----- Working data -----

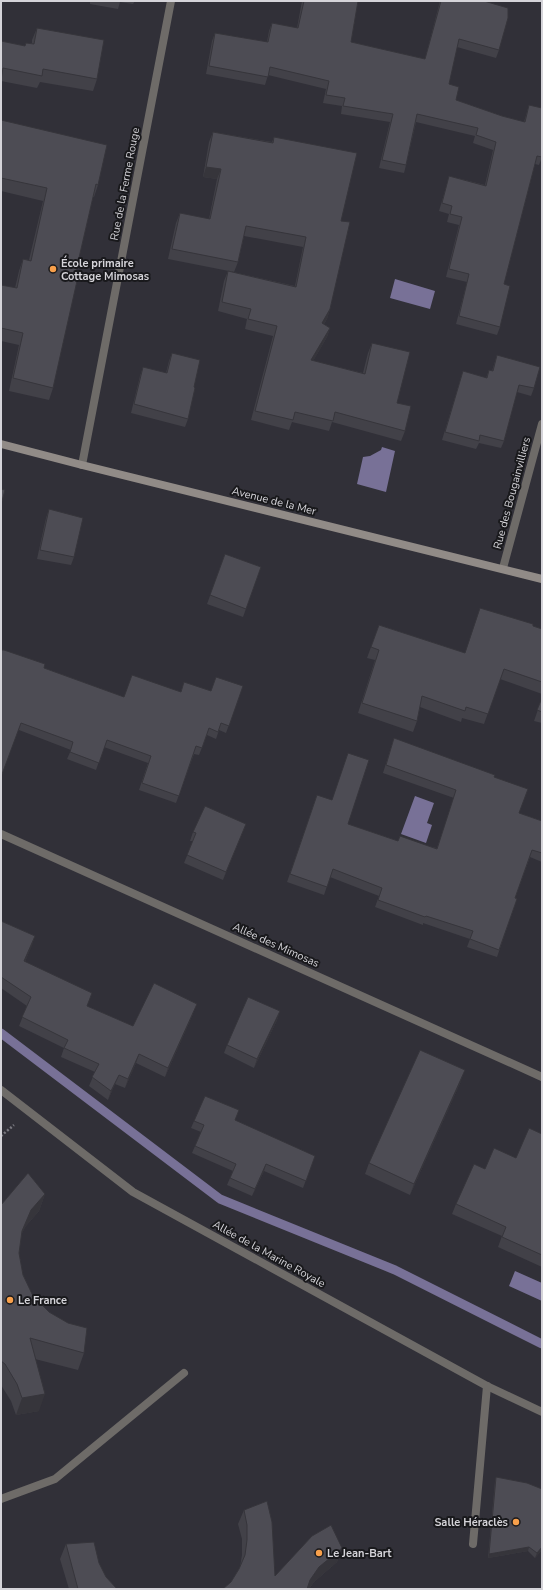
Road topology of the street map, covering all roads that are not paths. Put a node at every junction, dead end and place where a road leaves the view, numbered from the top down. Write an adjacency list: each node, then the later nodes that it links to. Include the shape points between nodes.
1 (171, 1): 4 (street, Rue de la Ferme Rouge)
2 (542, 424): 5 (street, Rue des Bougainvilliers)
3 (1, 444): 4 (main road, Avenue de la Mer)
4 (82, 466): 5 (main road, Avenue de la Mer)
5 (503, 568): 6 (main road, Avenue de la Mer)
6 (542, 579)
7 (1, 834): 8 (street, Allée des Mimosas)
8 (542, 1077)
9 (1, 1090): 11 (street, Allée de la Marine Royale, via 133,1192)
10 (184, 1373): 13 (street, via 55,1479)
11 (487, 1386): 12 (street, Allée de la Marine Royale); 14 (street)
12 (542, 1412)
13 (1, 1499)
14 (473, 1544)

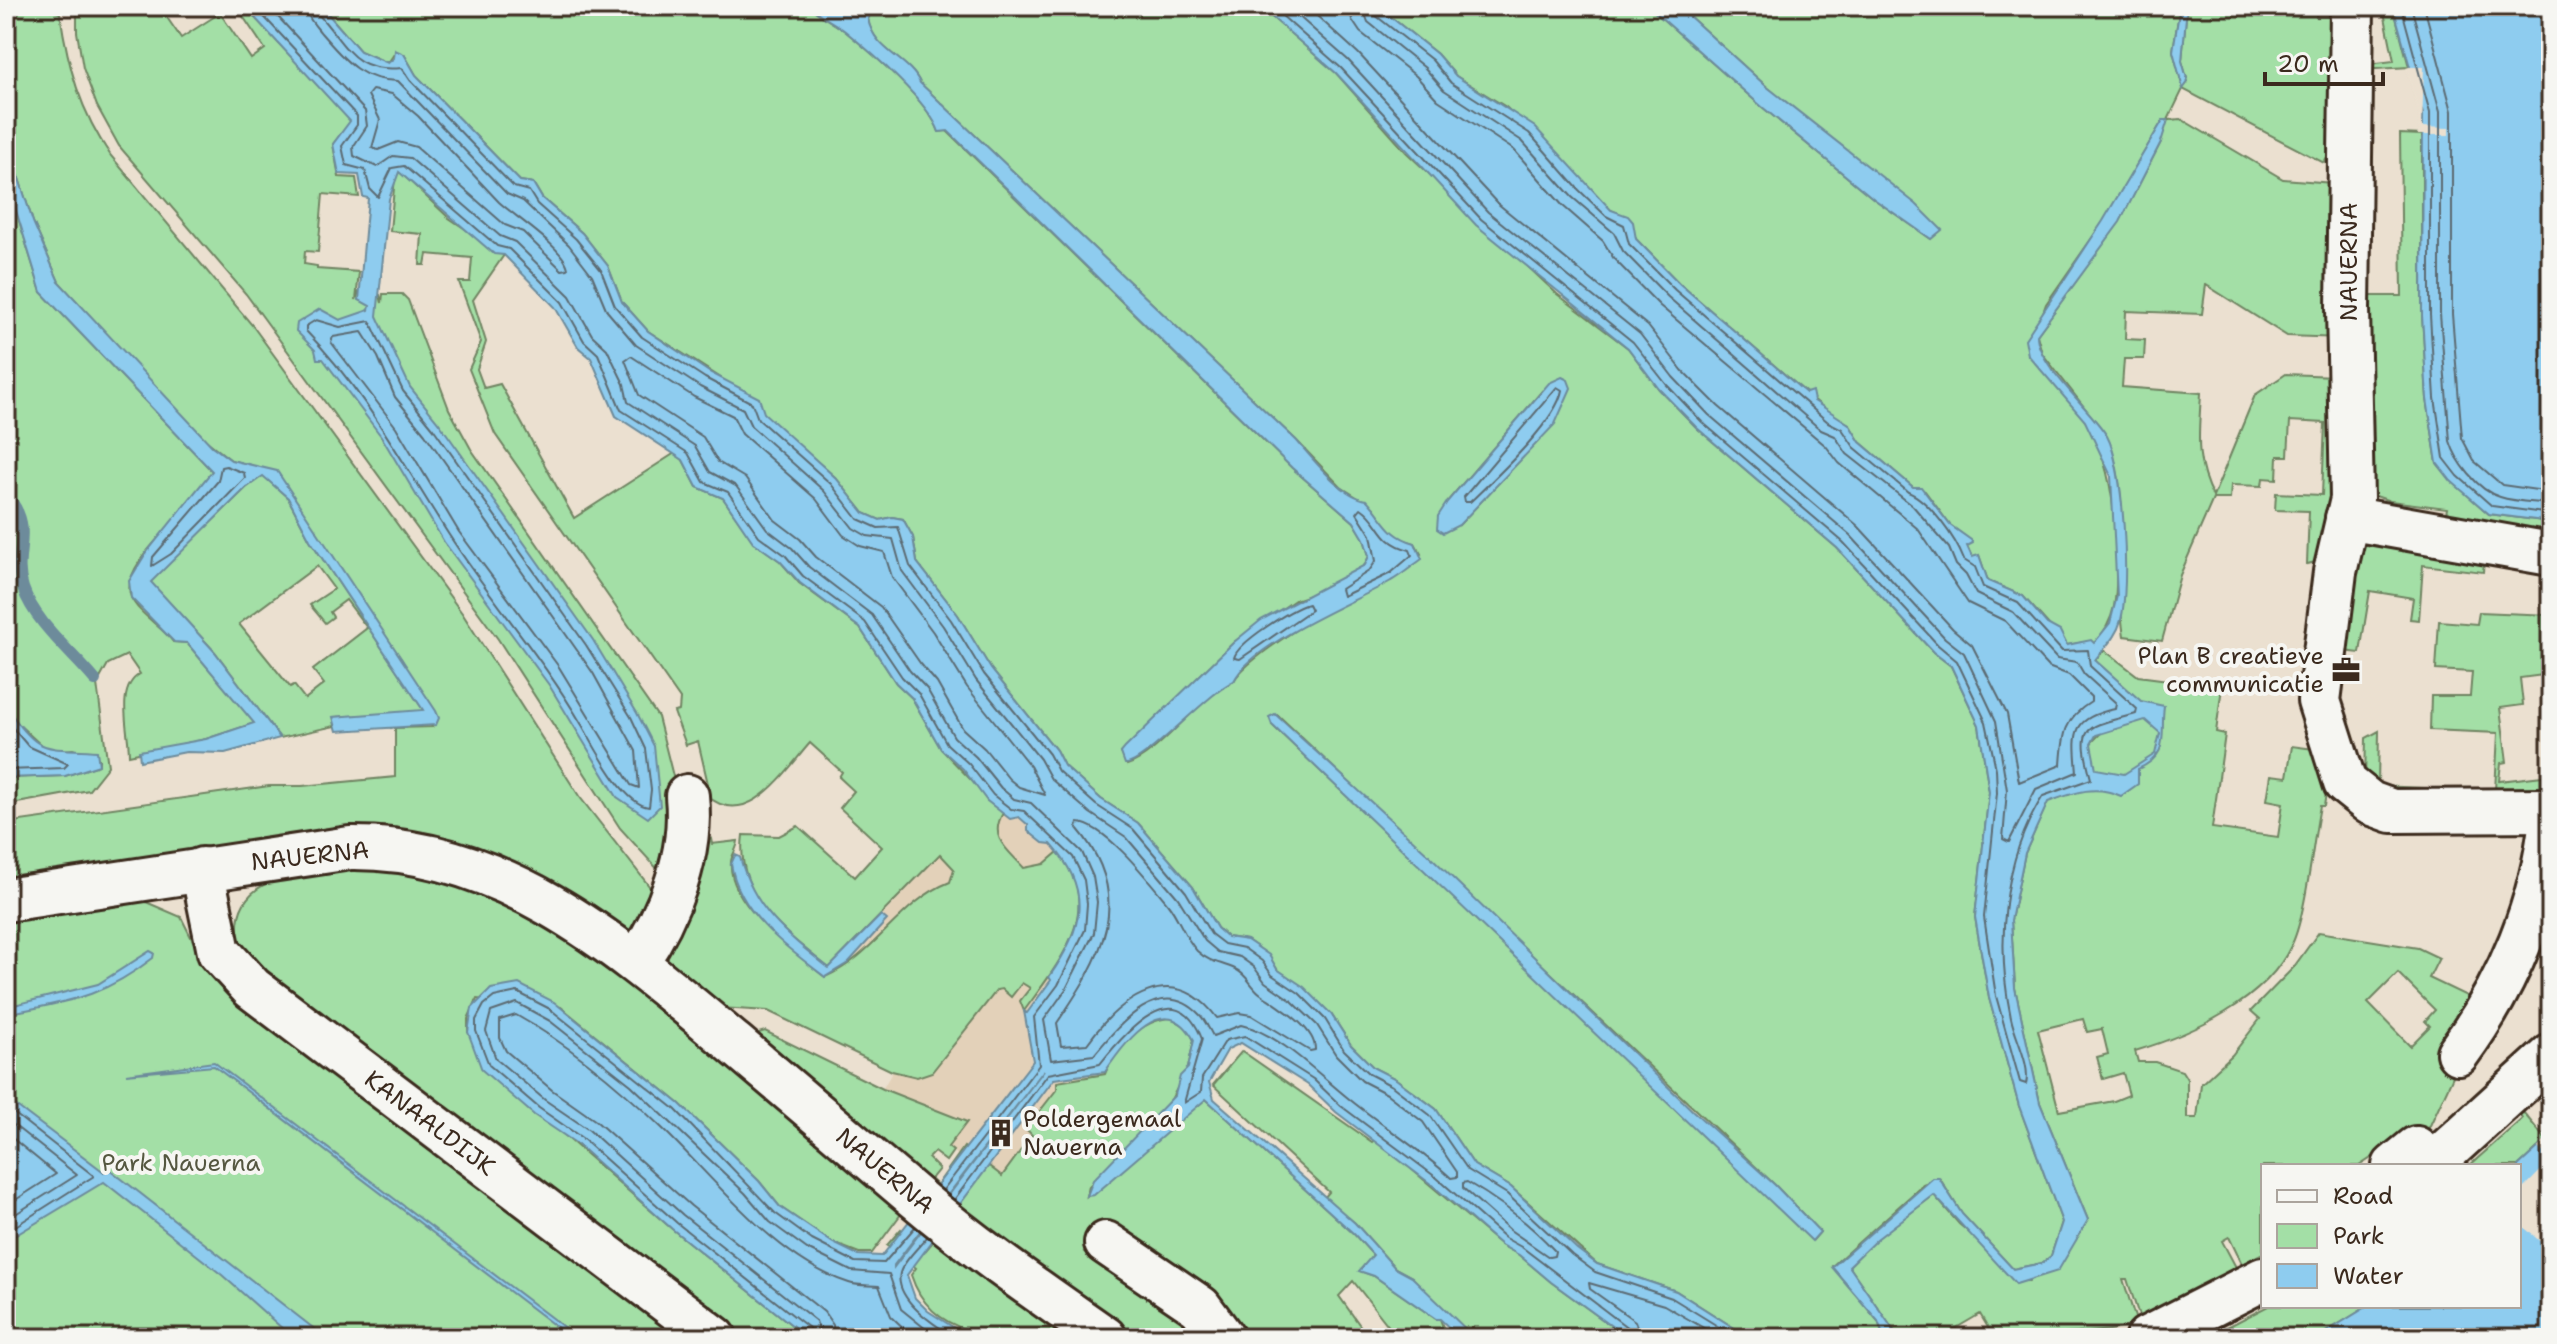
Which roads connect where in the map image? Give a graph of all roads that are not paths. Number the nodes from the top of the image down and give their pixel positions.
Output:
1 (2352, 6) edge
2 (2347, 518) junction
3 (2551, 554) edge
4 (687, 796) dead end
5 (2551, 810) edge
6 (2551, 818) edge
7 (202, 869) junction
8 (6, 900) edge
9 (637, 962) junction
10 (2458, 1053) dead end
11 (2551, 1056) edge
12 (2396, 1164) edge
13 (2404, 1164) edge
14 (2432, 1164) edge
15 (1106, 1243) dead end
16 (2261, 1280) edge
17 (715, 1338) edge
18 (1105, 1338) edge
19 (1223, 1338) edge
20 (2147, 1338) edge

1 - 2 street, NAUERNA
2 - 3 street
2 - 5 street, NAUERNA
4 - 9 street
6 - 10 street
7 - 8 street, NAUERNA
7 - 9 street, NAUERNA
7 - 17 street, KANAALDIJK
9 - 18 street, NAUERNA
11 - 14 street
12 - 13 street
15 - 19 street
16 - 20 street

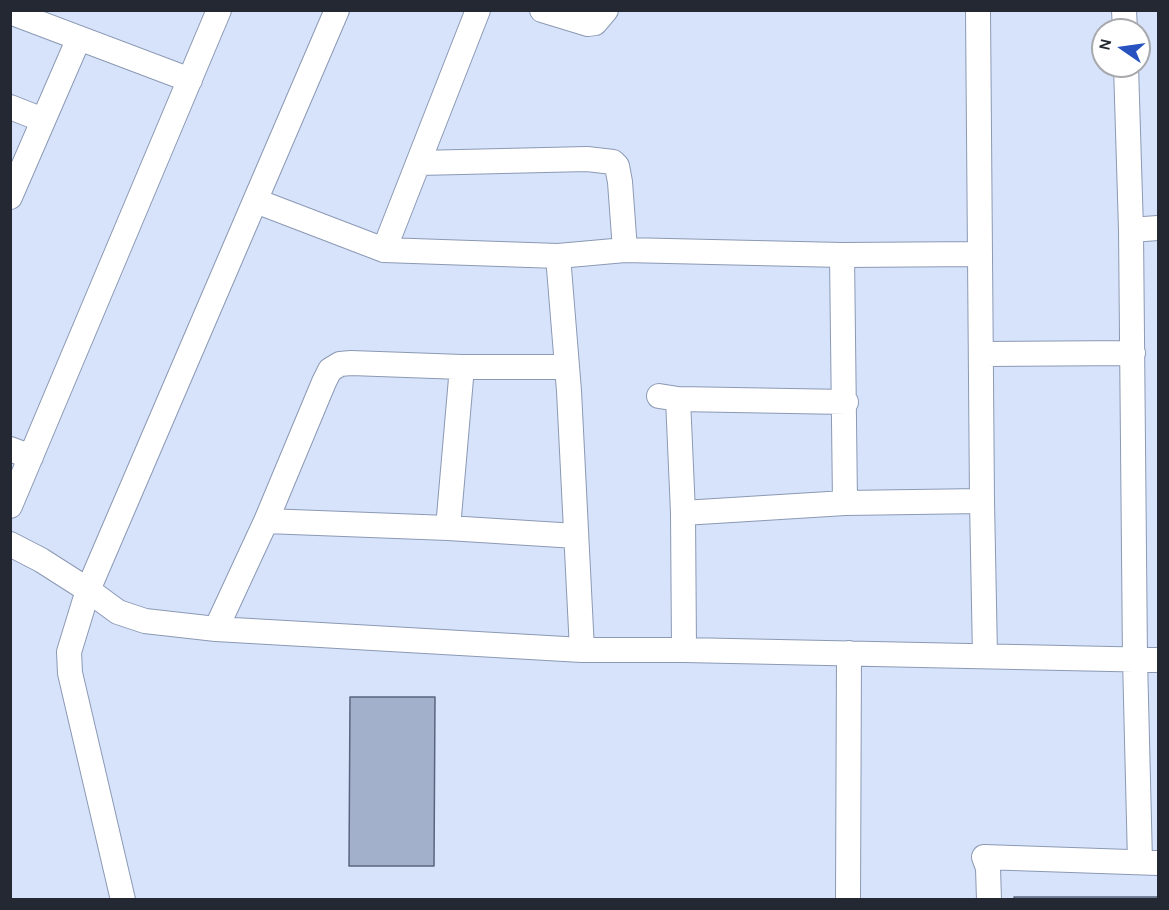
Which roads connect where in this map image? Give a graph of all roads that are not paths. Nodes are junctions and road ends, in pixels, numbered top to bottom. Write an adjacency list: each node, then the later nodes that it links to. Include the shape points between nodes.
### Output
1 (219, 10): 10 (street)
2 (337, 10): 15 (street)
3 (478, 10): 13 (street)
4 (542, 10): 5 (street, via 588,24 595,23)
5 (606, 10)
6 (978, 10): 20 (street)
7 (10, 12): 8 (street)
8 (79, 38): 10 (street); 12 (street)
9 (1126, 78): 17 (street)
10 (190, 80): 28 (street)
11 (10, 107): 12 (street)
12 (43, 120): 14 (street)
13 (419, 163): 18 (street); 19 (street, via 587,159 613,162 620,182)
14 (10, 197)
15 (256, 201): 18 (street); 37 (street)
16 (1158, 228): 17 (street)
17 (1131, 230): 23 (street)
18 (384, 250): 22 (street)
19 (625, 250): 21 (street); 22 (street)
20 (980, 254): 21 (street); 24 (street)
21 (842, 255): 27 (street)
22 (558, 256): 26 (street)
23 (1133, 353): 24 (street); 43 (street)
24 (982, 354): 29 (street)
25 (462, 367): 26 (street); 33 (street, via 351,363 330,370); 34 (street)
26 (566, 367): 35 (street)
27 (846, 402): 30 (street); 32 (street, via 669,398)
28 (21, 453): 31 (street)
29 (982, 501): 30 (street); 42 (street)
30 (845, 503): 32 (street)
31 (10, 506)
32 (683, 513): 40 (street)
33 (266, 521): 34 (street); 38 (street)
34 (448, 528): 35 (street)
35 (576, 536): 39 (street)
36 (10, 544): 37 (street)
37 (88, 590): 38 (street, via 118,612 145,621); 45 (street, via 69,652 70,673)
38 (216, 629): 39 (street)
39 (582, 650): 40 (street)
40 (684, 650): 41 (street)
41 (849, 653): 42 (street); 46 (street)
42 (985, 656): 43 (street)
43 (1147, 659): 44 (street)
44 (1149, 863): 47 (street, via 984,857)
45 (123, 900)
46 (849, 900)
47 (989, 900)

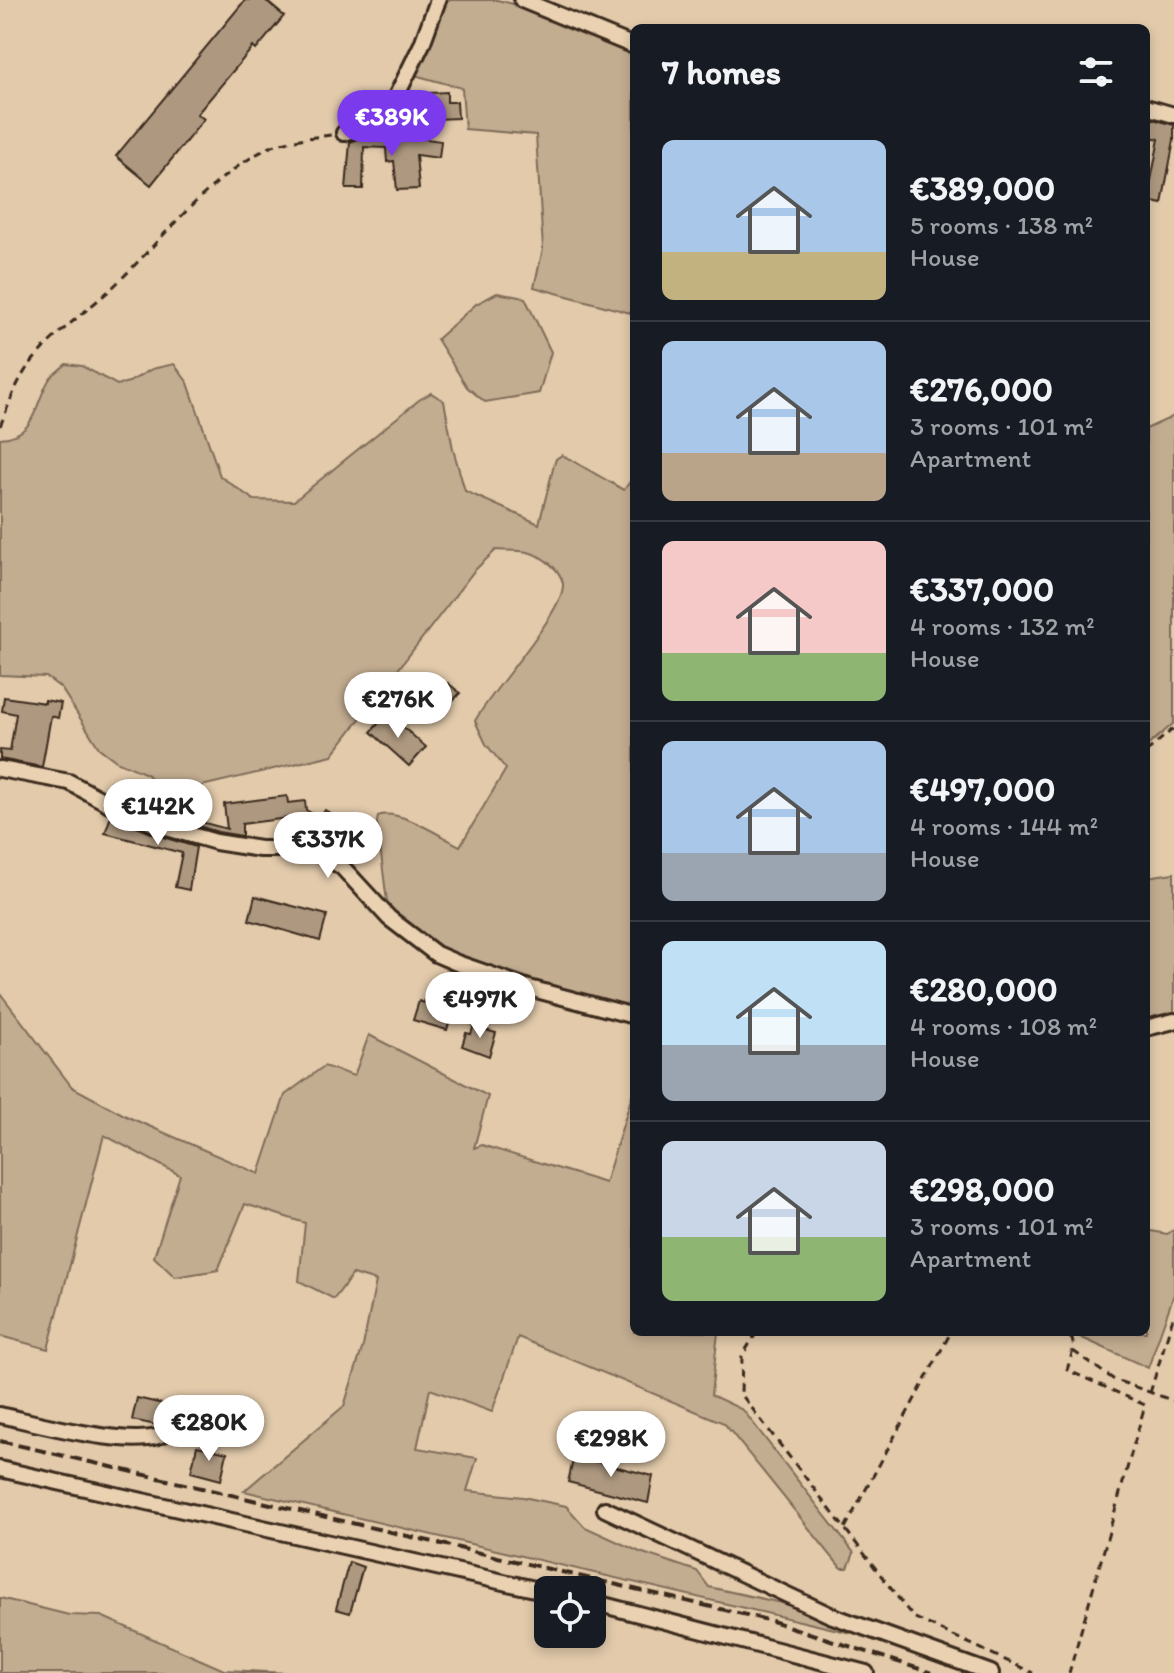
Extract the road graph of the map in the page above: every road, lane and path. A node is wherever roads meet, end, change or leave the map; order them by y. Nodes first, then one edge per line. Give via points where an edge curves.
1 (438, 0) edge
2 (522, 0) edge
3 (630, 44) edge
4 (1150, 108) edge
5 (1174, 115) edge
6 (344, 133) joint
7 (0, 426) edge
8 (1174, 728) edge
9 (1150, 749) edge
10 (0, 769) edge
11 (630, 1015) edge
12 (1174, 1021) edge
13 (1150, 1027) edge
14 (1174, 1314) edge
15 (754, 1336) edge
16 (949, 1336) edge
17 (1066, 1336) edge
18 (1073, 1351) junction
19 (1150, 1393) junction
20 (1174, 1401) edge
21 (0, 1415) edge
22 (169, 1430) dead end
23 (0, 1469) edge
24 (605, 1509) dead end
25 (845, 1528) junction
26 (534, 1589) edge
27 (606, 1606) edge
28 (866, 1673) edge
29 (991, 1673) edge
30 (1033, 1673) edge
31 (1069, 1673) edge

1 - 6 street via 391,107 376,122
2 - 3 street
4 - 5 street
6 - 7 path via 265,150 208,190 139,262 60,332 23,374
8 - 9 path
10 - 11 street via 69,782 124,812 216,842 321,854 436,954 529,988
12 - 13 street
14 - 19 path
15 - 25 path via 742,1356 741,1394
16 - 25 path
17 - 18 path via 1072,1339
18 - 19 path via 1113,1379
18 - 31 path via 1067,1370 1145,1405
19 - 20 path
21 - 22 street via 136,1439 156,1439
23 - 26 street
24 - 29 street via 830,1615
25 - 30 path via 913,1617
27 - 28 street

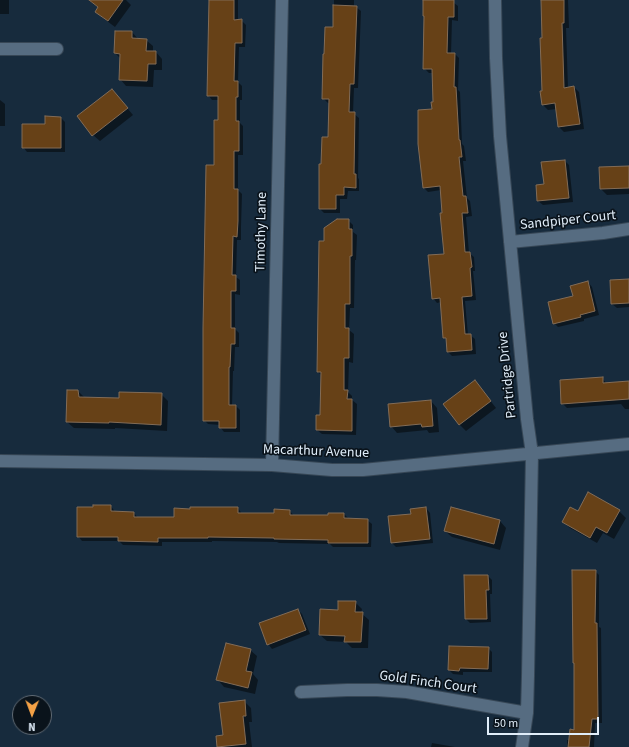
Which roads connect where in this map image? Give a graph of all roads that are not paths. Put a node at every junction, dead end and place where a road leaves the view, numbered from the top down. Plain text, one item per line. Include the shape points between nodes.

-----

Could the lines from the first entry through the line that contains "Which roads connect where in the" be copied exactly, with all pictures left out?

Answer to this exercise
Road topology of the street map, covering all roads that are not paths. Put a node at every junction, dead end and place where a road leaves the view, numbered from the top down. Write an adjacency list: each node, then the later nodes that it links to. Include the shape points between nodes.
1 (171, 1): 4 (street, Rue de la Ferme Rouge)
2 (542, 424): 5 (street, Rue des Bougainvilliers)
3 (1, 444): 4 (main road, Avenue de la Mer)
4 (82, 466): 5 (main road, Avenue de la Mer)
5 (503, 568): 6 (main road, Avenue de la Mer)
6 (542, 579)
7 (1, 834): 8 (street, Allée des Mimosas)
8 (542, 1077)
9 (1, 1090): 11 (street, Allée de la Marine Royale, via 133,1192)
10 (184, 1373): 13 (street, via 55,1479)
11 (487, 1386): 12 (street, Allée de la Marine Royale); 14 (street)
12 (542, 1412)
13 (1, 1499)
14 (473, 1544)

Which roads connect where in the map image? Give a graph of all roads that are not paths. Number the nodes from the top of the image down and give their pixel positions.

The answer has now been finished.